Courtesy of Bleeding Cool’s Nick Kazden:
In the middle of Comic-Con’s most crowded day, a collection of some of TV’s hottest composers hit the stage to talk all things music and television. The festivities started with the moderator playing a music game with the audience where he played the first few notes of famous theme songs. Within about one second, the audience was able to properly guess Breaking Bad, 13 Reasons Why and Stranger Things, showing just how synonymous music can be with TV.
Dave Porter, composer of Breaking Bad, Better Call Saul, and Preacher, Eskmo, from 13 Reasons Why and Billions, Kyle Dixon and Michael Stein, the team behind the music in Stranger Things, and Nathalie Bonin, a composer and studio violinist who has played on Game of Thrones, hit the stage to tell the audience about the methods behind their madness.
“I think part of what’s been exciting for us as composers working in this golden era of TV, where we have so much dramatic TV, is that music can be used as a storytelling device,” explained Porter. No longer is music just considered “a crutch in production” to cover up “snarky acting” or bad visual effects, now its an essential part of the story. Now, as characters evolve over the lifespan of a show, audiences can hear the music grow and change to match the show’s developments.
Eskmo, an established music producer who got his start on TV with Billions, is working on two shows simultaneously for the first time. He describes the whole experience as a “learning process” and said his process has changed. When he was working on one show, he admitted to being “self-indulgent and messy” but now he has become more logistically organized with how he does things. While he may be more on top of things, he admitted that sometimes he is a bit “worried about digital devices taking over [his] life.” To avoid going crazy, Eskmo tries to escape to nature as much as possible and keep things structured.

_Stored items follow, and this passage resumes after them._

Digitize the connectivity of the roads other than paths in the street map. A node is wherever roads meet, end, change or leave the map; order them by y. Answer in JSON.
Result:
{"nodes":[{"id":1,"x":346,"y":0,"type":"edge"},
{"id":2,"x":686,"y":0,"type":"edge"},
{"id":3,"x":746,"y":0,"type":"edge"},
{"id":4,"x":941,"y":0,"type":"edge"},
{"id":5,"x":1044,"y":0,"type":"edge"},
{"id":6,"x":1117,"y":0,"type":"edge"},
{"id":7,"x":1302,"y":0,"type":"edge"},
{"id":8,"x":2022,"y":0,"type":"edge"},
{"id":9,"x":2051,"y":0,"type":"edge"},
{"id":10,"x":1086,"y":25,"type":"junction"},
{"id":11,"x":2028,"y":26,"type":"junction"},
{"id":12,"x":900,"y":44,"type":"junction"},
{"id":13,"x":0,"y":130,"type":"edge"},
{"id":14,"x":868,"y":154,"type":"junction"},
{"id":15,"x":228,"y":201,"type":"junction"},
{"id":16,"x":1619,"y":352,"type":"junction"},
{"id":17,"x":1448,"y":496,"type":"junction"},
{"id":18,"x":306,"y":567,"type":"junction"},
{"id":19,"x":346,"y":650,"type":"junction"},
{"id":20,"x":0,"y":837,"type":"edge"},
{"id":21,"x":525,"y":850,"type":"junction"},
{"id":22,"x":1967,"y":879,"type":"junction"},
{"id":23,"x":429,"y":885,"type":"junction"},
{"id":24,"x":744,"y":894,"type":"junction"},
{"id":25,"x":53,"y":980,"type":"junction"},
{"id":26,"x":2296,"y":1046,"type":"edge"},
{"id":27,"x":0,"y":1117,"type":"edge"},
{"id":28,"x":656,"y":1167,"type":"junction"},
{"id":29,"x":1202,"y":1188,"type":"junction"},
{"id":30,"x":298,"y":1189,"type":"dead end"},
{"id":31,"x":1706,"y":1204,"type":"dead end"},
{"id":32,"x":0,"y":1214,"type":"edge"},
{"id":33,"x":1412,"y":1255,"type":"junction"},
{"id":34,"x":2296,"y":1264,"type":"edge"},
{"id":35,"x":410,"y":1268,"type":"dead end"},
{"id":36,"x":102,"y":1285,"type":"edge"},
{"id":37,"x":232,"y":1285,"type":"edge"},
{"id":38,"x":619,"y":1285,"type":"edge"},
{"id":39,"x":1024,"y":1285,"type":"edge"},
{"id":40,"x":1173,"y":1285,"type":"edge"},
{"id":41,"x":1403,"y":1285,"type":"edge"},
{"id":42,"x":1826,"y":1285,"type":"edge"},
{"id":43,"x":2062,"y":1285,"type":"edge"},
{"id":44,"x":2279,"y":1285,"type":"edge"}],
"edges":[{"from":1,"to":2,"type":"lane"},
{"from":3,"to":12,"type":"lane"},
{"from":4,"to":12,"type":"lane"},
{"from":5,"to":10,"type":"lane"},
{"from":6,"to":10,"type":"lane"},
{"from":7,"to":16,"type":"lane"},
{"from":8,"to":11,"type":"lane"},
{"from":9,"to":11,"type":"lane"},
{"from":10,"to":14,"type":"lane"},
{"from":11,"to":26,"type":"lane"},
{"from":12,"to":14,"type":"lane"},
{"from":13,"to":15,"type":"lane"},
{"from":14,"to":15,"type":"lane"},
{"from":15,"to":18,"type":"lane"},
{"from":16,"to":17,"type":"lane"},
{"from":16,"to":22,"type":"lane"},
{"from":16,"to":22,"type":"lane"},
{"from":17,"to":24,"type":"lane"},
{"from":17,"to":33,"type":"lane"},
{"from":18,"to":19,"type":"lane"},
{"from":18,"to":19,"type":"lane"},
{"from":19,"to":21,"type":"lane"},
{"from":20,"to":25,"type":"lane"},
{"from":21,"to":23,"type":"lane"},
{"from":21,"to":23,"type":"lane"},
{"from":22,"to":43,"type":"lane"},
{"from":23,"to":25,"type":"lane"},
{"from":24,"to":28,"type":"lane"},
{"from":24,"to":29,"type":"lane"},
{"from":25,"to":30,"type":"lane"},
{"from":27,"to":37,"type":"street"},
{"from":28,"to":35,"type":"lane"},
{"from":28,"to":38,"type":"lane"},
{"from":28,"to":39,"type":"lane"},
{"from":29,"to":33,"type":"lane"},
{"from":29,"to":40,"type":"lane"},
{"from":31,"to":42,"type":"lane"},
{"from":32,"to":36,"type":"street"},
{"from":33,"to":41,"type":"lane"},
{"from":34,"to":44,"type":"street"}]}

“I just wake up in the morning, I do my routine and now these days I pretty much write all day until 11 or 12 or something like that. But I’m not the kind of person to be writing at 2 or 3 A.M. Anymore.”
For Bonin, one of the hardest parts of the job is balancing everything. At the moment she lives in Montreal, but she’s in the process of moving down to LA, something that only adds more stress to her whole situation. Since she is so busy, Bonin said an important part of keeping things in check is making her son feel like part of that world instead of allowing him to constantly feel like she’s choosing work over him.
“It’s about trying to involve my son as much as I can, it’s about making this fun. I think I’m a cool mom because he’s been to so many of my events!”
Dixon and Stein, who got their start in music as members of the band S U R V I V E, said they spent a long time trying to break into composing music for TV or movies. Instead of going through the typical route though, the Duffer brothers found their band and actually used one of their songs in their initial pitch to Netflix about the project. After the project was approved, the Duffers approached the two of them to make the music. In fact, Stein revealed that they created all the music for the first season “before they even cast the show.” Even though it was a long process and things inevitably changed, Stein believes that “some of your earliest ideas are your best ideas.”
Out of fear of jinxing the opportunity, Dixon said they “didn’t tell anyone we were working on the show.” Once the show hit and the two of them returned home from a short vacation, Dixon said that they “received messages from everyone I know and some people I still don’t know.”
When asked about how the music in the second season would differ from the first, they hinted that the music will be less melodic and a bit more “off.” Dixon almost said strange when describing the music, but he caught himself with a smile.
“I can’t say Strange anymore.”
According to Porter, working on a spin-off show was harder than he thought it would be. Even though everyone was adamant that Better Call Saul “would be a completely new show,” the fact that so many of the same people were involved in the project made it harder for Porter to completely believe that. Due to the popularity of Breaking Bad, the “idea of changing things up seemed kind of strange,” so the first piece of music he turned in was similar in nature to the old show. His first piece for Saul was rejected and he said the creators had to help him segue into a new mind space. “It’s harder than starting a new show because we had all that history already.”
While they all work on TV, every one on the panel admitted they were too busy to really stay caught up with things that are on now. Conversation eventually turned to Netflix, which is the network for both 13 Reasons Why and Stranger Things, and how they’ve changed the way people consume television. Even though Breaking Bad found a lot of success through Netflix, Porter thinks the show wouldn’t have worked if it was originally released on the streaming service.
“We were concentrating on having people stew for a week and have people really think about what is going on and I think we do less of that now because we know people’s habits have changed.”
Even though it has nothing to do with music, I’d say the biggest lesson of the panel was to watch what you eat at SDCC. Maggie Phillips, the music supervisor on both Legion and Fargo, had to cancel her appearance due to food poisoning. Luckily Bonin was available to fill in, but now you know to avoid those sweaty burgers next year, everybody!